Le due categorie principali

Sia che si tratti di un drone amatoriale che di uno professionale (Se desiderate dare uno sguardo ai migliori droni in vendita sia professionali che amatoriali clicca sul link che segue: www.dronionline.net), le categorie principali, in cui i droni si dividono, sono due:

  1. Remote Operated Vehicle (ROV): più che droni subacquei si tratta per lo più di piccoli robot comandati, tramite un cavo, dall’operatore che è fuori in superficie.
  2. Autonomous Underwater Vehicle (AUV): sono droni subacquei capaci di spostarsi autonomamente in acque molto profonde.

Nel caso di quest’ultima categoria, gli AUV, grazie ai controller in dotazione ci si può collegare, con le dovute app per il cellulare, ai social per condividere, in tempo reale, le proprie scoperte marine.
Entrambi i tipi di droni subacquei, sia AUV che ROV, possono essere supportati di GPS.

Il futuro della pesca con i droni subacquei

Una delle maggiori attività per cui il drone subacqueo viene utilizzato è la pesca. Le ultime novità nel settore presentano mezzi specifici per esplorare sia i fondali marini che per pescare e molti pescatori usano, durante le loro uscite di pesca, questo tipo di drone.

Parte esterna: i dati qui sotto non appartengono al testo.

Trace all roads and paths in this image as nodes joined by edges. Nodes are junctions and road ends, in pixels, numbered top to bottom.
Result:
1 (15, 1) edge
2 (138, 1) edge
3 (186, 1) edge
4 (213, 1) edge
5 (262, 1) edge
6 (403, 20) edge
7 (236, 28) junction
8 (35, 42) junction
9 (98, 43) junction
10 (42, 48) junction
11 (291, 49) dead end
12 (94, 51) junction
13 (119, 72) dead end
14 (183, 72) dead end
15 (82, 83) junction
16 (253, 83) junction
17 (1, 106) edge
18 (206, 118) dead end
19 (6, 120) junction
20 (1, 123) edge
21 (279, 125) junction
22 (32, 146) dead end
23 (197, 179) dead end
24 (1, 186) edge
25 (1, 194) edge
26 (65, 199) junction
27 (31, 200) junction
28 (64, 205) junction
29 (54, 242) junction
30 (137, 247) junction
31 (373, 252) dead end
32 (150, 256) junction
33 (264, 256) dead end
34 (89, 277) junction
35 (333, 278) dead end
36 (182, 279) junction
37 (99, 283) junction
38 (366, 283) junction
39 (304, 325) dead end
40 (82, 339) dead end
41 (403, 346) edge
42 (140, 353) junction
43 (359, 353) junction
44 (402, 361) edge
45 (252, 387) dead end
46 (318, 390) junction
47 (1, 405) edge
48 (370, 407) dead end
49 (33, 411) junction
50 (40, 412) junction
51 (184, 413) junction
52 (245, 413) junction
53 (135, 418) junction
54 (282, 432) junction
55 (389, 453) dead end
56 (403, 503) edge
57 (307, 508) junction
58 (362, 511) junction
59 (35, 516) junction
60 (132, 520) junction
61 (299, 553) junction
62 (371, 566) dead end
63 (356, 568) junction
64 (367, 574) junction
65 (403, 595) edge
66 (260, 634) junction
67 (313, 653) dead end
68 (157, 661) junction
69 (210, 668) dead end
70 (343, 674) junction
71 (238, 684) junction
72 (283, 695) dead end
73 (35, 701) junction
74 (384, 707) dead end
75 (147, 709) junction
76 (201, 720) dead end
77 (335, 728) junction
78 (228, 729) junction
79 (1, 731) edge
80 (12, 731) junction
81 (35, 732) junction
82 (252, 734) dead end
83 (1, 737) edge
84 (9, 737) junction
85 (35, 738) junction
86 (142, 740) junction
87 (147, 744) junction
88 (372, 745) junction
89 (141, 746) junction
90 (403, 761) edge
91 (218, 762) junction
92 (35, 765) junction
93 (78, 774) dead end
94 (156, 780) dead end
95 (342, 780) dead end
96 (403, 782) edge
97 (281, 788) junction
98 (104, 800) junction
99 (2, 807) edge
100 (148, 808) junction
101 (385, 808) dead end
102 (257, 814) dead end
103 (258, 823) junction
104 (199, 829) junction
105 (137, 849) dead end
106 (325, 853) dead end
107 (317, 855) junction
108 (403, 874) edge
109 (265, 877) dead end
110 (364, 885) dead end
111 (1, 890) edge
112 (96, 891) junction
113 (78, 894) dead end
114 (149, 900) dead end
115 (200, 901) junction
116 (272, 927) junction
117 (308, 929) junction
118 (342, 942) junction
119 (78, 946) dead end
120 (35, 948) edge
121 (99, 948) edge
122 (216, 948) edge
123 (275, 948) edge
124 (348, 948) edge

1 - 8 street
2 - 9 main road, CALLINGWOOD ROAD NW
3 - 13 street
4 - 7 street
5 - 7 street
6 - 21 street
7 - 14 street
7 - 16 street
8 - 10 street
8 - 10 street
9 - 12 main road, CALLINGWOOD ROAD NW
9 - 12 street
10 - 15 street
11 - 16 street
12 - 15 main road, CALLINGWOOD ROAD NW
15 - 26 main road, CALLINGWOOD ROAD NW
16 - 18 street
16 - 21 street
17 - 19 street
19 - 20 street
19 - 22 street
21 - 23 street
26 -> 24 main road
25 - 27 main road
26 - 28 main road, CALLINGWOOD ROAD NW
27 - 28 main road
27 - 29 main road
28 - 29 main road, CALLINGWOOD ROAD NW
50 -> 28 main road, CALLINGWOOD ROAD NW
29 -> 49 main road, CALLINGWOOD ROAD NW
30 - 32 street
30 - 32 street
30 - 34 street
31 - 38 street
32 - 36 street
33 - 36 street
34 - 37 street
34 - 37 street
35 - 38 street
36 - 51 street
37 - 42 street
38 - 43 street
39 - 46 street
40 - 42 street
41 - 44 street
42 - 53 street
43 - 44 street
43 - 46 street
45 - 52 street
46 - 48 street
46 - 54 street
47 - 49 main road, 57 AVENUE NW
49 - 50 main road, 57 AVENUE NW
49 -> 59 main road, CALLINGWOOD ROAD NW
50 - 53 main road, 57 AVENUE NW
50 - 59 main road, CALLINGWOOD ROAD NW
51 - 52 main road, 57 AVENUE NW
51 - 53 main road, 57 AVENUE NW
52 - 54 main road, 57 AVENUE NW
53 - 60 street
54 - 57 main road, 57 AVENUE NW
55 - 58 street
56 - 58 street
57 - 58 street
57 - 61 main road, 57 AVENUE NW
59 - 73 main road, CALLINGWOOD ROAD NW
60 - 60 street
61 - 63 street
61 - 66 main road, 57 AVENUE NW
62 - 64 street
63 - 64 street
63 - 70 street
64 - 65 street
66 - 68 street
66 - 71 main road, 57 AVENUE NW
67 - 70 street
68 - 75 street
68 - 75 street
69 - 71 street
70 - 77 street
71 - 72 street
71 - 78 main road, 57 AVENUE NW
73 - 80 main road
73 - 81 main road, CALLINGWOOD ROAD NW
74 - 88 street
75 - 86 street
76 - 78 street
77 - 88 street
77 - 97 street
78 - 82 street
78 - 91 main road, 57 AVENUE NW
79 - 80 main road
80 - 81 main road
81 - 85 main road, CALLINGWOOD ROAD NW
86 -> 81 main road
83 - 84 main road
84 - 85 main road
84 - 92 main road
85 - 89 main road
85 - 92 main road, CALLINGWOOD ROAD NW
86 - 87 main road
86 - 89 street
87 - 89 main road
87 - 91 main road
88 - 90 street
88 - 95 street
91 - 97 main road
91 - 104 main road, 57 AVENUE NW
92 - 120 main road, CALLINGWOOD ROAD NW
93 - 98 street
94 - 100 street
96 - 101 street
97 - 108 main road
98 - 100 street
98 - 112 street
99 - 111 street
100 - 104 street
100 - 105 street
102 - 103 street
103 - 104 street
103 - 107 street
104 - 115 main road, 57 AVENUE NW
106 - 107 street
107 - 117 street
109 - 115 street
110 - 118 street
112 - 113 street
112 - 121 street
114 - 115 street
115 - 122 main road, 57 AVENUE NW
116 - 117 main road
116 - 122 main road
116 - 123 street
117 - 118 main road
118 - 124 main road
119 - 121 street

Di solito i droni studiati per la pesca sono di categoria ROV, controllati da remoto per mezzo di un cavo. Hanno dei sensori e un sistema sonar per stendere report su quanti e quali pesci siano presenti in quel tratto marino, riscontrare la temperatura e la profondità delle acque e tanto altro ancora…

Hanno, inoltre, l’alloggio per posizionare l’esca e una fotocamera con alta risoluzione capace di registrare video da una profondità massima di 98 metri.

La categoria di droni subacquei AUV invece permette di realizzare foto e video delle profondità marine. Il sub utilizza mezzi molto costosi che oltre ad immergersi con loro, ha anche la capacità di seguirli grazie ai sensori e sistemi di controllo con cui sono dotati. In un’ora d’immersione questi dispositivi possono arrivare ad una profondità di circa 60 metri.

Ma come seguono il sub questi droni?

Il sub si immerge insieme al drone dotato di un braccialetto speciale con cui controlla da remoto i movimenti del mezzo subacqueo. Se si preferisce, invece, rimanere fuori dall’acqua si può collegare il drone ad un cavo per controllarlo dalla terra ferma.

In conclusione che si tratti di una scelta professionale o amatoriale, l’acquisto di un drone subacqueo è oggi diventata alla portata di tutti gli appassionati.